En el transcurso de esas tres horas y media de ascenso nuestro ánimo se había hecho cada vez más entregado y atento a las señales que nos daba el lugar, no obstante hacíamos el mejor esfuerzo por llegar a conocer lo que éste tenía que ofrecernos. Este ánimo era fruto justamente de la actitud que proponía el cerro, de unos ritmos y tiempos que le eran propios, de nuevos sacrificios que alguno de nosotros tuvo que hacer mientras subía, y de la comprensión que nos daba la certeza inexorable de ser tan simple e irrevocablemente humanos que precisan de la luz para ver el camino y del agua para calmar la sed, la que andando por pendientes y alturas a pleno sol es mucha. Este espíritu de sacrificio del que hablo no tiene que ver con el “hacer penitencia” o “pagar pecados”. Es distinto del concepto judeocristiano del castigo, y tiene más que ver con la noción de generar un estado espiritual que facilite el diálogo con las fuerzas superiores que dominan la naturaleza incontrolable. Es finalmente un hacer humano en el ámbito de las relaciones con lo sobrehumano, y en este sentido tiene una connotación profundamente social, ya que el sacrificio siempre involucra a unos otros que se benefician de él. De esta manera es posible atisbar el privilegio que significaba para un quechua, o aymará, o kollahuaya, o picunche, entregar a un hijo para el sacrificio al Inti o a una hija para servir en el templo de las vírgenes; pues esto ubica a los sacrificados al lado del dios y a sus parientes más cerca del Inka.
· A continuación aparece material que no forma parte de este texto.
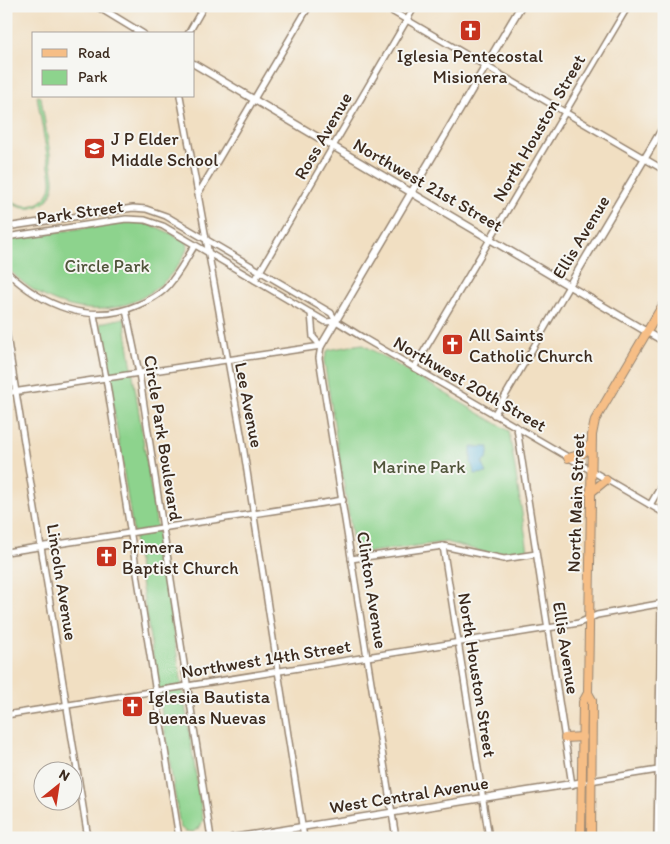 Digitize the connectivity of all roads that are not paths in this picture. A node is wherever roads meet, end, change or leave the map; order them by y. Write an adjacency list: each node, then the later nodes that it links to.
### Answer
1 (97, 6): 9 (street)
2 (204, 6): 10 (street)
3 (309, 6): 14 (street)
4 (384, 6): 8 (street)
5 (415, 6): 8 (street, Ross Avenue)
6 (521, 6): 12 (street)
7 (628, 6): 15 (street, North Houston Street)
8 (407, 20): 12 (street); 17 (street, Ross Avenue)
9 (141, 32)
10 (189, 32)
11 (195, 65): 14 (street, Northwest 21st Street)
12 (485, 66): 15 (street); 20 (street)
13 (180, 98): 21 (street, Lee Avenue)
14 (254, 100): 17 (street, Northwest 21st Street); 21 (street)
15 (564, 112): 18 (street); 25 (street, North Houston Street)
16 (664, 126): 18 (street, Ellis Avenue)
17 (333, 146): 20 (street, Northwest 21st Street); 29 (street, Ross Avenue)
18 (644, 159): 19 (street); 31 (street, Ellis Avenue)
19 (664, 170)
20 (412, 192): 25 (street, Northwest 21st Street); 36 (street)
21 (198, 194): 24 (street, Lee Avenue)
22 (6, 227): 24 (street, Park Street)
23 (6, 238): 26 (street, Park Street)
24 (205, 238): 27 (street, Lee Avenue); 29 (street, Northwest 20th Street)
25 (491, 239): 31 (street, Northwest 21st Street); 42 (street, North Houston Street)
26 (195, 245): 27 (street, Park Street); 33 (street)
27 (209, 253): 30 (street, Northwest 20th Street); 41 (street, Lee Avenue)
28 (6, 271): 35 (street)
29 (260, 271): 30 (street, Ross Avenue); 36 (street, Northwest 20th Street)
30 (254, 280): 34 (street, Northwest 20th Street)
31 (569, 286): 38 (street, Northwest 21st Street); 47 (street, Ellis Avenue)
32 (664, 304): 38 (main road, North Main Street)
33 (126, 310): 35 (street); 43 (street, Circle Park Boulevard)
34 (311, 313): 36 (street, Northwest 20th Street); 40 (street, Clinton Avenue)
35 (94, 315): 44 (street)
36 (336, 321): 40 (street); 42 (street, Northwest 20th Street)
37 (6, 330): 45 (street, Lincoln Avenue)
38 (647, 332): 39 (street); 49 (main road, North Main Street)
39 (664, 342)
40 (320, 346): 41 (street); 55 (street, Clinton Avenue)
41 (227, 360): 43 (street); 58 (street, Lee Avenue)
42 (414, 368): 47 (street, Northwest 20th Street)
43 (139, 373): 44 (street); 59 (street, Circle Park Boulevard)
44 (106, 378): 45 (street); 60 (street)
45 (16, 392): 46 (street); 61 (street, Lincoln Avenue)
46 (6, 393)
47 (494, 415): 48 (street, Northwest 20th Street)
48 (517, 428): 50 (street, Northwest 20th Street); 64 (street, Ellis Avenue)
49 (591, 444): 50 (main road); 51 (main road, North Main Street)
50 (568, 458): 51 (street, Northwest 20th Street)
51 (590, 470): 52 (street, Northwest 20th Street); 54 (main road, North Main Street)
52 (606, 480): 54 (main road); 56 (street, Northwest 20th Street)
53 (664, 480): 56 (street)
54 (590, 493): 67 (main road, North Main Street)
55 (343, 500): 58 (street); 65 (street, Clinton Avenue)
56 (650, 505): 57 (street, Northwest 20th Street)
57 (664, 513)
58 (253, 514): 59 (street); 71 (street, Lee Avenue)
59 (163, 528): 60 (street); 72 (street, Circle Park Boulevard)
60 (130, 533): 61 (street); 73 (street)
61 (42, 546): 63 (street); 75 (street, Lincoln Avenue)
62 (443, 546): 64 (street); 65 (street); 69 (street, North Houston Street)
63 (6, 552)
64 (536, 554): 68 (street, Ellis Avenue)
65 (351, 559): 70 (street, Clinton Avenue)
66 (662, 604): 67 (street, Northwest 14th Street); 79 (street)
67 (589, 619): 68 (street, Northwest 14th Street); 74 (main road, North Main Street)
68 (548, 628): 69 (street, Northwest 14th Street); 77 (street, Ellis Avenue)
69 (458, 642): 70 (street, Northwest 14th Street); 82 (street, North Houston Street)
70 (367, 657): 71 (street, Northwest 14th Street); 83 (street, Clinton Avenue)
71 (277, 671): 72 (street, Northwest 14th Street); 84 (street, Lee Avenue)
72 (188, 684): 73 (street, Northwest 14th Street); 87 (street, Circle Park Boulevard)
73 (155, 690): 75 (street, Northwest 14th Street); 86 (street)
74 (588, 693): 78 (main road, North Main Street); 80 (main road, North Main Street)
75 (67, 704): 76 (street, Northwest 14th Street); 85 (street, Lincoln Avenue)
76 (6, 715)
77 (565, 738): 78 (main road); 81 (street, Ellis Avenue)
78 (583, 738): 80 (main road, North Main Street)
79 (661, 770): 80 (street); 94 (street)
80 (586, 782): 81 (street, West Central Avenue); 92 (main road, North Main Street); 93 (main road, North Main Street)
81 (572, 785): 82 (street, West Central Avenue)
82 (483, 798): 83 (street, West Central Avenue); 91 (street, North Houston Street)
83 (392, 813): 84 (street, West Central Avenue); 90 (street, Clinton Avenue)
84 (302, 827): 88 (street, West Central Avenue); 89 (street, Lee Avenue)
85 (88, 838)
86 (179, 838)
87 (211, 838)
88 (232, 838)
89 (304, 838)
90 (396, 838)
91 (489, 838)
92 (581, 838)
93 (591, 838)
94 (657, 838)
Mientras descansábamos unos viajeros que antes habíamos visto subir y adelantarnos, habían desistido de llegar a la cumbre del Mauco y volvían hacia Colmo por la inminente falta de luz y abundancia de tebos. Al bajar nos dieron noticia de la existencia de agua en la quebrada que quedaba hacia el oriente de donde nos encontrábamos a unos doscientos metros de distancia. Según nuestra cartografía y por noticia de los mismos viajeros, existía un enorme portezuelo al otro lado del morro más alto que teníamos hacia el norte, y a partir de allí se podía llegar hasta la cima fácilmente. Pensamos en levantar un campamento para pernoctar en donde mismo estábamos o en la loma que teníamos al otro lado de la quebrada, hacia el oriente, para hacer la última parte de la ascensión al día siguiente. Pero mientras nos aprovisionábamos de agua en el fondo de la quebrada, en donde ésta manaba del fondo del cerro y se apozaba en pequeñas fuentes, Apolo y yo divisamos un sendero muy claro que llevaba hasta la cima de la loma oriental, en donde se divisaba un cerco. Optamos entonces por hacer un último esfuerzo y hacer todo lo posible por llegar al portezuelo rodeando el morro más alto que nos bloqueaba el paso, el que de afrontarlo directamente se vislumbraba mucho más difícil que el morro que acabábamos de atravesar.

Ese esfuerzo no tuvo que ser mucho, pues a los pocos minutos, siguiendo el sendero hacia el oriente, loma arriba, y luego el cerco mencionado hacia el norte, trasponíamos la cumbre del contrafuerte y se nos revelaba de qué manera un abismo profundo era capaz de constituir una altura tal. El Mauco y su punta se nos revelaban por primera vez al alcance, distante y monumental. Este enorme murallón de rocas blanquecinas que se derramaban hacia el abismo que tenía a sus pies, nos decía que su invitación no había sido para contemplar su altura, la que era por cierto imponente, sino más bien para abismarnos de su vacío.
Desde ese momento los regalos del lugar se sucedieron uno tras otro: una magnífica vista del monte Aconcagua hacia el oriente y, una vez llegados al portezuelo en donde decidimos acampar, el momento justo de la puesta de sol en el mar, leña apilada a disposición, un chuzo y un fogón hecho de piedras. Allí nos llevamos otra sorpresa: pensando que la forma del portezuelo, que se abría hacia el mar por un lado y hacia una especie de cajón por el lado de Chilhue era demasiado expuesta a las corrientes marinas, nos dimos a la tarea de buscar un lugar cobijado donde instalar el campamento, pero el aire era tan sorprendentemente cálido y agradable donde estaba el fogón y la leña, que optamos, muy acertadamente en quedarnos ahí.